By all accounts, the public internet is a big place. According to some estimates, the public internet now hosts over 1 billion websites. Experts predict that internet users will send or receive in 2019 over 2 zettabytes of data. In common terms, that’s 2 billion terabytes (see figure below). If you can’t see the circle for the amount of data stored in a typical home computer, you are not alone. Even if you zoomed on this page at 10,000%, the dot on the right would still only be 5 nanometers in diameter.
Figure 1: comparison of yearly public internet traffic and the data stored in a typical home computer
As big as the internet is, the private internet – or deep web – is still much bigger. The deep web consists of all the information behind a login wall. There is a good reason for the existence of a private internet. We would not want all our financial, health and even voting records publicly accessible for anyone to see. Recent estimates suggest that the deep web may be as much as 25 times larger than the public internet. The largest website on the private internet is unsurprisingly Facebook.
The aim of this blog post is to explore an even more private section of the internet, the Tor hidden services. The U.S. Navy developed the Tor network with three aims in mind. The first was to protect the integrity of its communications between its bases in the U.S. and its personnel traveling abroad. To do so, asymmetric encryption keys encrypt all communications. These keys are very difficult if not impossible to crack unless you have one of those fancy quantum computers we keep hearing about.
Figure 2: Fancy quantum computer1
The second aim of the Tor network was to hide the destination of the communications of the U.S. Navy’s remote personnel. An agent in Iran for example would not want their communications identified as going to a U.S. Navy base. To achieve this, the Tor network uses a series of relays which make it very difficult to follow the packets as they move through the internet. Unless once again you have one of those fancy quantum computer (see Figure 2).

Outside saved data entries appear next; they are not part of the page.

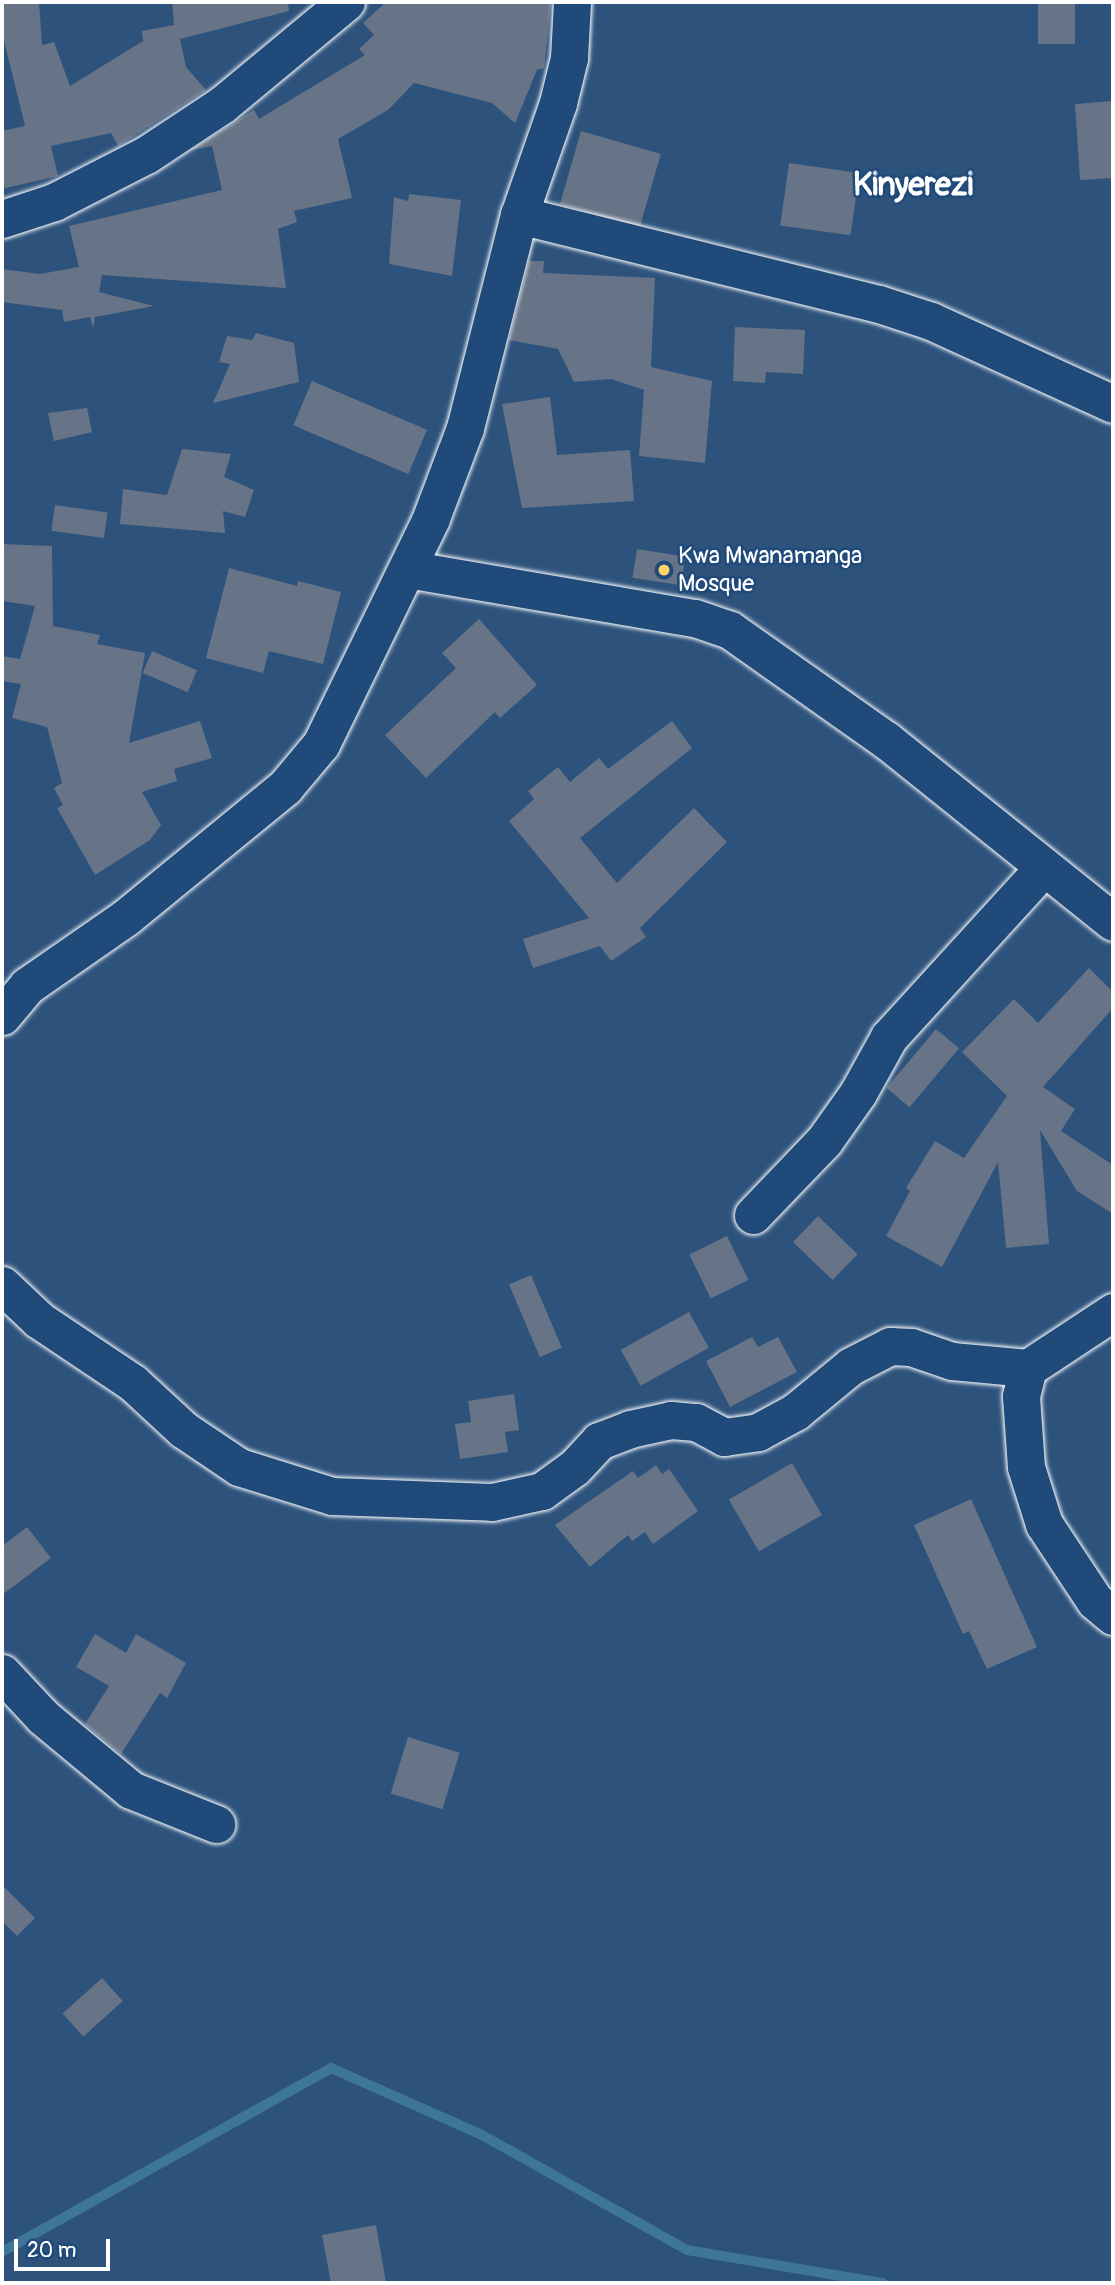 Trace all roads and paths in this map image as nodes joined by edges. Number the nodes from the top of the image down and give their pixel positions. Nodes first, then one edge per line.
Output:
1 (346, 2) edge
2 (572, 2) edge
3 (519, 215) junction
4 (2, 219) edge
5 (1113, 404) edge
6 (407, 569) junction
7 (1044, 867) junction
8 (1113, 922) edge
9 (2, 1016) edge
10 (752, 1215) dead end
11 (2, 1284) edge
12 (1113, 1312) edge
13 (1028, 1368) junction
14 (1113, 1616) edge
15 (2, 1673) edge
16 (216, 1824) dead end

1 - 4 street
2 - 3 street
3 - 5 street
3 - 6 street
6 - 7 street
6 - 9 street
7 - 8 street
7 - 10 street
11 - 13 street
12 - 13 street
13 - 14 street
15 - 16 street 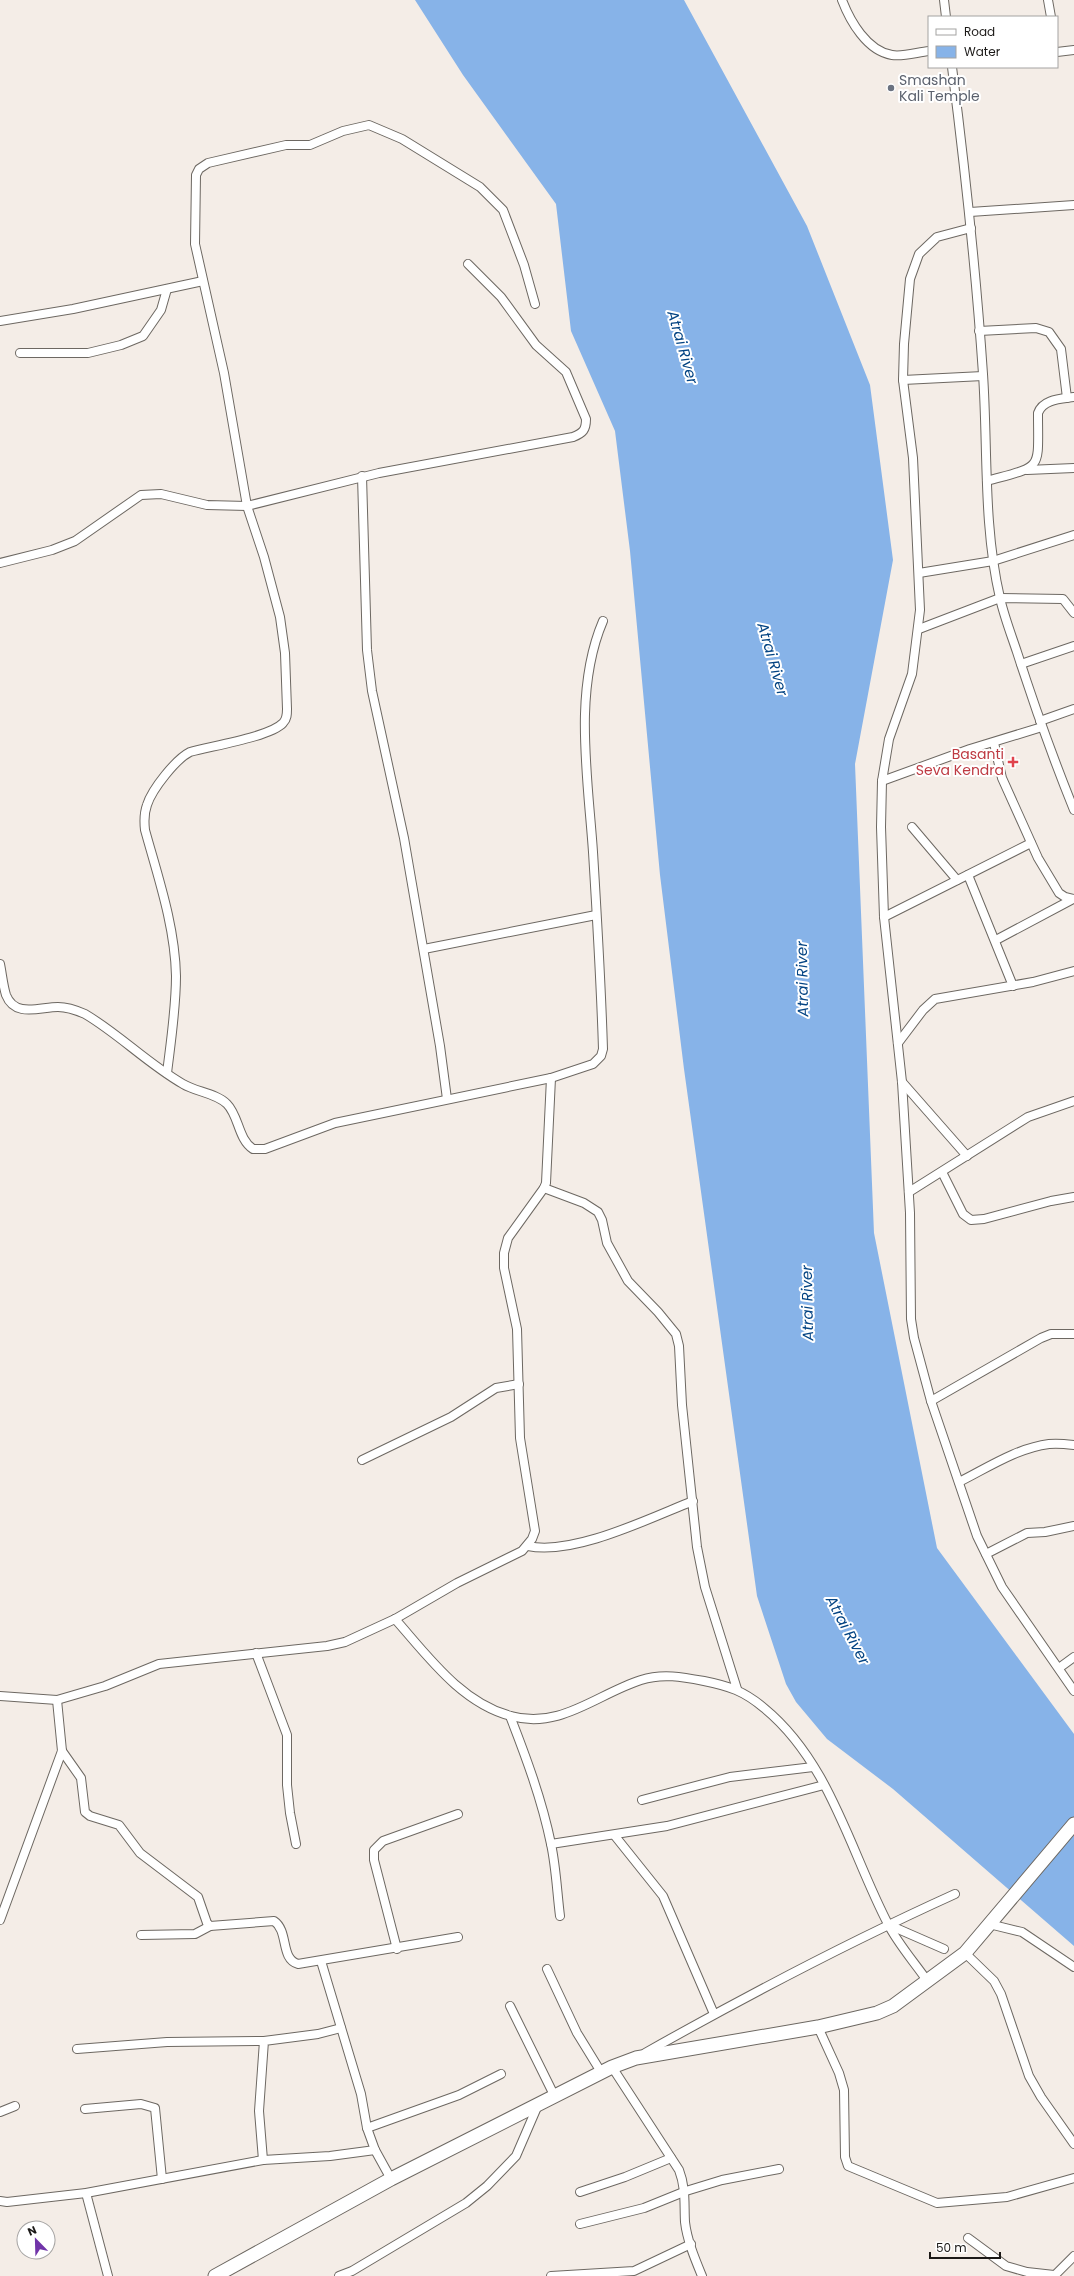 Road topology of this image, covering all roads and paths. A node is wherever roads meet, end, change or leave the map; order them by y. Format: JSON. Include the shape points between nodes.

Now, if only the U.S. Navy personnel uses the Tor network, all this encryption would be rather useless. That is why the third and last aim of the Tor network was to open the network to the public. This generates noise in which the U.S. Navy’s traffic can hide. Tor hidden services are websites hosted on the Tor network. They benefit from all the encryption that the Tor network provides. It is therefore very difficult to identify the physical server that is hosting their content and to profile their visitors. According to the Tor Project, the NGO now managing the Tor network, there are anywhere between 50,000 and 120,000 hidden services active on a daily basis.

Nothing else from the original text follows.